Samuel Lafont: «Tout d’abord, il faut savoir que le gouvernement Macron a fait des allers et retours sur le sujet. D’abord, on nous a dit que les djihadistes ne pourraient pas revenir en France, ensuite on nous a dit que les djihadistes pourraient revenir au cas par cas: les femmes les enfants, les adultes, on a un peu tout mélangé. Dernièrement, Monsieur Le Drian nous a dit que la position officielle de la France était que les djihadistes devaient être jugés sur place. Et là, nous avons une sortie de Nicole Belloubet qui semble davantage s’intéresser au sort des djihadistes qu’au sort des Français.

«Pour ceux qui ont la nationalité française, ils n’ont plus rien de français.»
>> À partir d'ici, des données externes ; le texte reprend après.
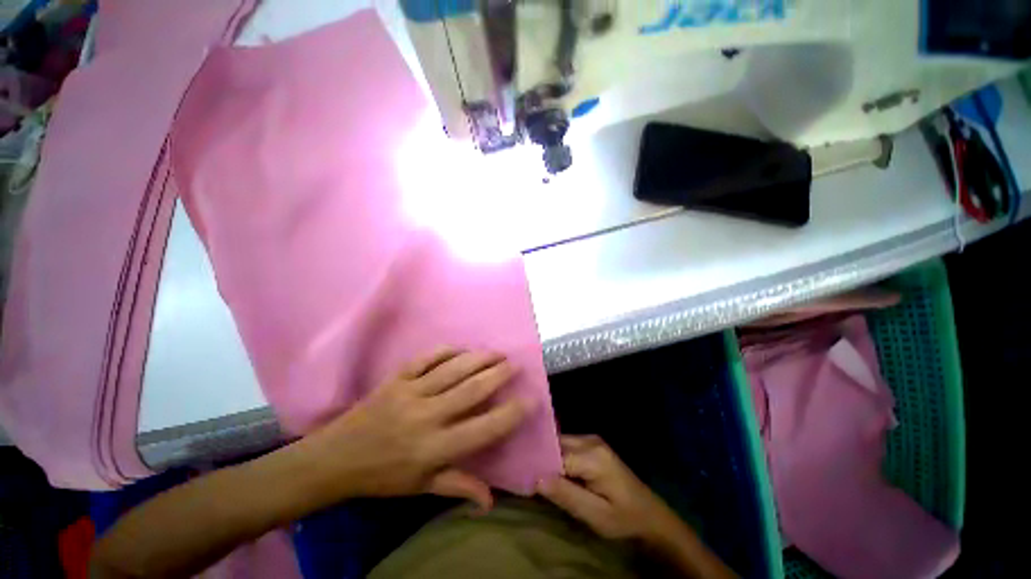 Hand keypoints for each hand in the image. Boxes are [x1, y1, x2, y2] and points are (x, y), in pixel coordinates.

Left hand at [296, 347, 530, 511]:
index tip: (530, 400)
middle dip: (498, 374)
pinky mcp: (396, 379)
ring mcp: (410, 393)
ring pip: (453, 369)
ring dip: (478, 358)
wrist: (336, 458)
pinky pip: (426, 359)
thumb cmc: (383, 476)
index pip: (483, 428)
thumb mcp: (421, 488)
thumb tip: (492, 500)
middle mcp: (427, 417)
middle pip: (471, 390)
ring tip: (496, 352)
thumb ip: (459, 487)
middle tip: (515, 364)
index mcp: (435, 448)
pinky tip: (461, 348)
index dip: (510, 414)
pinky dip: (446, 351)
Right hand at [537, 435, 678, 541]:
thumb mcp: (596, 515)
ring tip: (534, 471)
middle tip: (526, 474)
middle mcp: (591, 441)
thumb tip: (537, 479)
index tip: (524, 477)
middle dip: (542, 458)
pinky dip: (558, 456)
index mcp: (593, 456)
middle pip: (557, 444)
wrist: (651, 515)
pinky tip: (551, 469)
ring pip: (561, 443)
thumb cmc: (624, 519)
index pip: (556, 454)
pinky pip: (568, 446)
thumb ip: (567, 495)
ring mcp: (593, 441)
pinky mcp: (594, 446)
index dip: (539, 465)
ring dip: (549, 457) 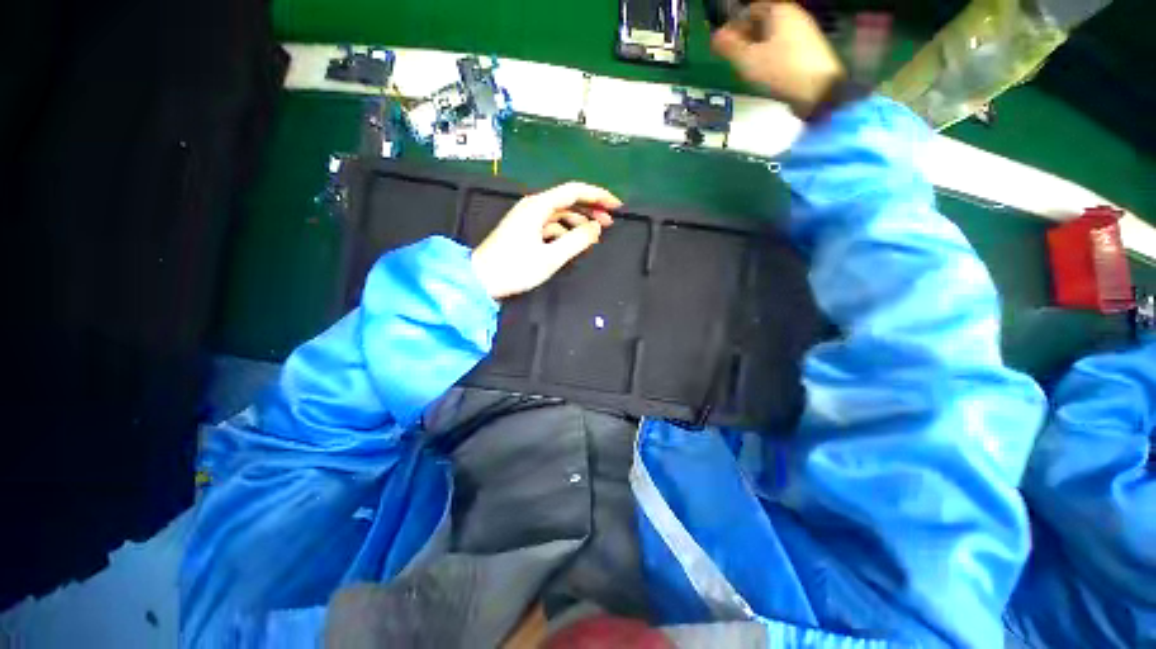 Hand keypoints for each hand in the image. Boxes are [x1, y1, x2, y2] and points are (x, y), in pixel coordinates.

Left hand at [471, 182, 621, 298]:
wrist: (481, 279)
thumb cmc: (515, 268)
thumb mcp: (551, 257)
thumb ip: (577, 241)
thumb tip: (596, 228)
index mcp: (539, 206)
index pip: (575, 191)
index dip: (598, 196)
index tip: (616, 206)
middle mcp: (533, 206)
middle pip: (568, 201)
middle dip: (591, 209)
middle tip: (610, 223)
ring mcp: (527, 218)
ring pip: (560, 214)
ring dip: (578, 222)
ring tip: (594, 236)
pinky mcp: (524, 231)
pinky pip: (551, 225)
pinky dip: (565, 231)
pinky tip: (573, 242)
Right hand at [712, 1, 844, 118]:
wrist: (818, 90)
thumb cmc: (780, 70)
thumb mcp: (748, 60)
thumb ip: (729, 47)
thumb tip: (715, 37)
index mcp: (779, 10)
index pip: (750, 9)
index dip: (733, 25)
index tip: (723, 44)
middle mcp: (794, 15)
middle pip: (763, 22)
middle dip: (745, 38)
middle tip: (732, 57)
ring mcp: (804, 33)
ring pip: (773, 36)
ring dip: (757, 49)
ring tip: (746, 69)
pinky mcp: (809, 51)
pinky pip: (783, 48)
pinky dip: (770, 56)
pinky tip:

Pourquoi y sommes-nous opposés, comme les 180.000 qui ont signé notre pétition? En fait, ces djihadistes sont les ennemis de la France. Pour ceux qui ont la nationalité française, ils n’ont plus rien de français. On sait que ce sont des bombes à retardement et on sait également que ceux qui été jugés en France –pour ceux qui ont pu revenir en France–, leurs peines ont été ridicules, ils ont profité d’être en prison pour faire du prosélytisme, et ils n’attendent qu’une seule chose: de sortir pour pouvoir égorger des Français.»

Sputnik France: Un exemple?

Samuel Lafont: «par exemple, Flavien Moreau, djihadiste condamné pour 7 ans en 2014, mais qui vient d’être libéré après 5 ans. Il a expliqué qu’il voulait “planter” des surveillants de prison, il ne s’est jamais déradicalisé! Il est très dangereux, et cela couterait une fortune de le surveiller 24h/24... il n’y a donc aucune garantie qu’il se tienne tranquille. Le problème, c’est que la France refuse d’appliquer son droit et de considérer que ces gens sont des terroristes, de les condamner pour intelligence avec l’ennemi. On reste donc avec des peines inférieures à dix ans, ridicules au vu des atrocités commises. Ils sont simplement là pour continuer leur guerre contre nous.»

Sputnik France: Guillaume Jeanson, porte-parole de l’institut pour la Justice, estime quant à lui que les tribunaux ne sont pas à proprement parler «laxistes», mais qu’ils peinent à juger des crimes commis au loin, au Moyen-Orient. Votre propos n’est-il pas trop radical?

Samuel Lafont: «Non, il est ferme. Et c’est une vraie question! Si on considère que c’est difficile de juger des terroristes qui ont commis des faits loin de chez nous, pourquoi les laisse-t-on rentrer? Les djihadistes jouent sur ça! Ils prétendent tous être pâtissiers, infirmiers, n’avoir fait que de la sécurité là-bas, n’avoir pas fait la guerre, alors qu’on sait qu’ils y sont formés, y compris les plus jeunes, à tuer, à commettre des attentats.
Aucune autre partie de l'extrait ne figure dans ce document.